Opinion: The Knicks won. Their fans lost their privacy. It’s time to ban the scan.

A City Council bill would ban MSG and other businesses from engaging in biometric surveillance of their customers.

Madison Square Garden is one of the most aggressive users of facial recognition software in the country.

Madison Square Garden is one of the most aggressive users of facial recognition software in the country. Angela Weiss / AFP via Getty Images

After more than fifty years, the Knicks are champions once more, and New York is still celebrating. But even as fans revel in our victory, some are now taking Madison Square Garden to court.

Just days after the win, hackers exposed millions of customer records in a massive data breach tied to Madison Square Garden Entertainment, publishing files online for anyone to download.

The breach is a reminder that when businesses collect vast amounts of personal information – including biometric data – they also create enormous risks. New York City does not have to accept that tradeoff.

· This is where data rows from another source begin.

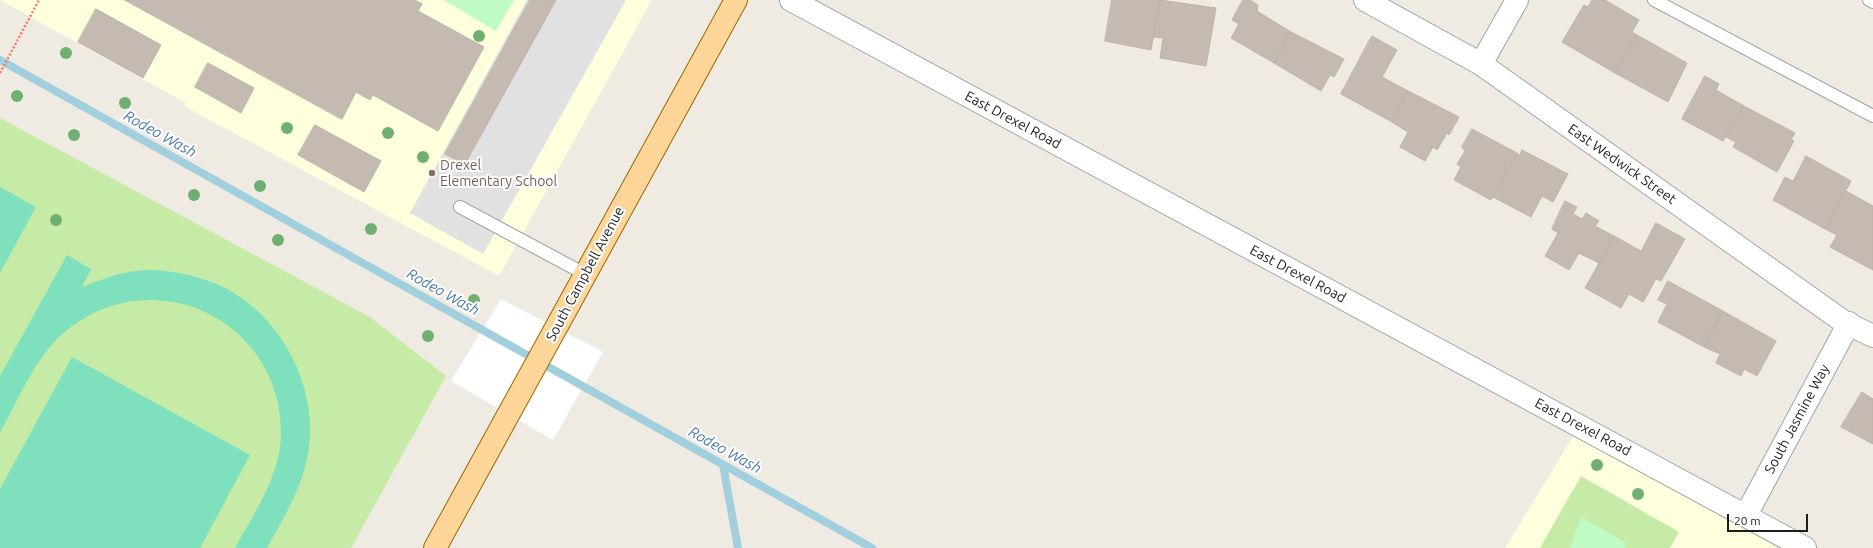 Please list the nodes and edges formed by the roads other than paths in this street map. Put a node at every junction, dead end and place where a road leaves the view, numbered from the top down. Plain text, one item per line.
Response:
1 (736, 0) edge
2 (790, 0) edge
3 (1365, 0) edge
4 (1517, 0) edge
5 (1654, 0) edge
6 (1869, 0) edge
7 (1873, 2) edge
8 (1482, 64) junction
9 (1873, 116) edge
10 (460, 207) dead end
11 (584, 274) junction
12 (1848, 323) junction
13 (1873, 336) edge
14 (1746, 516) junction
15 (435, 548) edge
16 (1805, 548) edge

1 - 11 main road, South Campbell Avenue
2 - 14 street, East Drexel Road
3 - 8 street, East Wedwick Street
4 - 8 street
5 - 9 lane
6 - 7 lane
8 - 12 street, East Wedwick Street
10 - 11 lane
11 - 15 main road, South Campbell Avenue
12 - 13 street, East Wedwick Street
12 - 14 street, South Jasmine Way
14 - 16 street, East Drexel Road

That is why the City Council must pass Intro 213, which would prohibit businesses open to the public from collecting or using customers’ biometric information for surveillance.

Reporting indicates the leaked information includes more than 26 million customer records: emails, personal information and internal files profiling prominent guests, including home addresses. Ironically, among the records exposed was an email from a customer expressing concern about Madison Square Garden's facial recognition system; that private concern is now itself part of the leaked data. The records also include a dossier on activists who have publicly criticized the company’s use of facial recognition, including members of our Ban The Scan coalition and Surveillance Technology Oversight Project founder Albert Fox Cahn. 

Madison Square Garden is one of the most aggressive users of facial recognition technology in the country. Owner James Dolan scans the faces of people entering his venues and uses the technology to bar individuals he dislikes. In one widely reported case, a mother was turned away from the Rockettes at Radio City Music Hall while chaperoning her daughter’s Girl Scout troop, because she worked at a law firm involved in litigation against Madison Square Garden Entertainment. She posed no security threat. The technology simply enabled retaliation.

Facial recognition makes some of the harms of biometric surveillance visible: you know when you're denied entry. But the greatest danger is often invisible.

Biometric data is fundamentally different from other personal information. You can change your password. You can replace your credit card number. You cannot change your face. Once your faceprint is compromised, the consequences can last a lifetime. Every database of biometric information becomes a permanent target for hackers and a permanent risk for the people whose information it contains.

Madison Square Garden is hardly alone.

In 2023, the Federal Trade Commission barred Rite Aid from using facial recognition technology for five years after finding that its system falsely flagged shoppers – disproportionately women and people of color – as suspected shoplifters. The FTC also faulted the company for failing to secure the massive amounts of sensitive data it collected.

Earlier this year, shoppers at Wegmans stores in Manhattan and Brooklyn noticed small signs informing them that their faces were now being scanned. Fairway has done the same. Most customers likely walked right past those signs without realizing what they were consenting to.

That's because under current New York City law, businesses only need to post a notice, not ask permission. Businesses can collect, store and potentially share your biometric information without your affirmative agreement, and there are few meaningful limits on how long they can keep it. The longer data is stored by private businesses, and the larger the database gets, the higher the risk of a data breach.

The problem extends beyond grocery stores and sports arenas. To access certain online services, the IRS relies on a private contractor, ID.me, to verify identities using facial recognition. Medicare is rolling out the same this year. A face scan is increasingly becoming the price of participating in everyday life – and every scan lands in a database that can be breached.

New Yorkers should not have to choose between attending a game, buying groceries or protecting their privacy.

There is a clear solution before the City Council. Intro 213 would prohibit businesses open to the public from engaging in biometric surveillance of their customers and would provide a private right of action, allowing New Yorkers to sue businesses that violate the law. A companion bill, Intro 428, would extend similar protections to tenants in their own residential buildings.

The lawsuit against Madison Square Garden should end the illusion that companies can responsibly collect unlimited biometric information without meaningful safeguards. Every database of faceprints creates another target for hackers and another opportunity for abuse.

The Knicks gave New York a championship to celebrate. Now let’s give New Yorkers their privacy.

It’s time to ban the scan.

Shahana Hanif is a New York City Council member representing District 39 in Brooklyn. Michelle Dahl is executive director of the Surveillance Technology Oversight Project.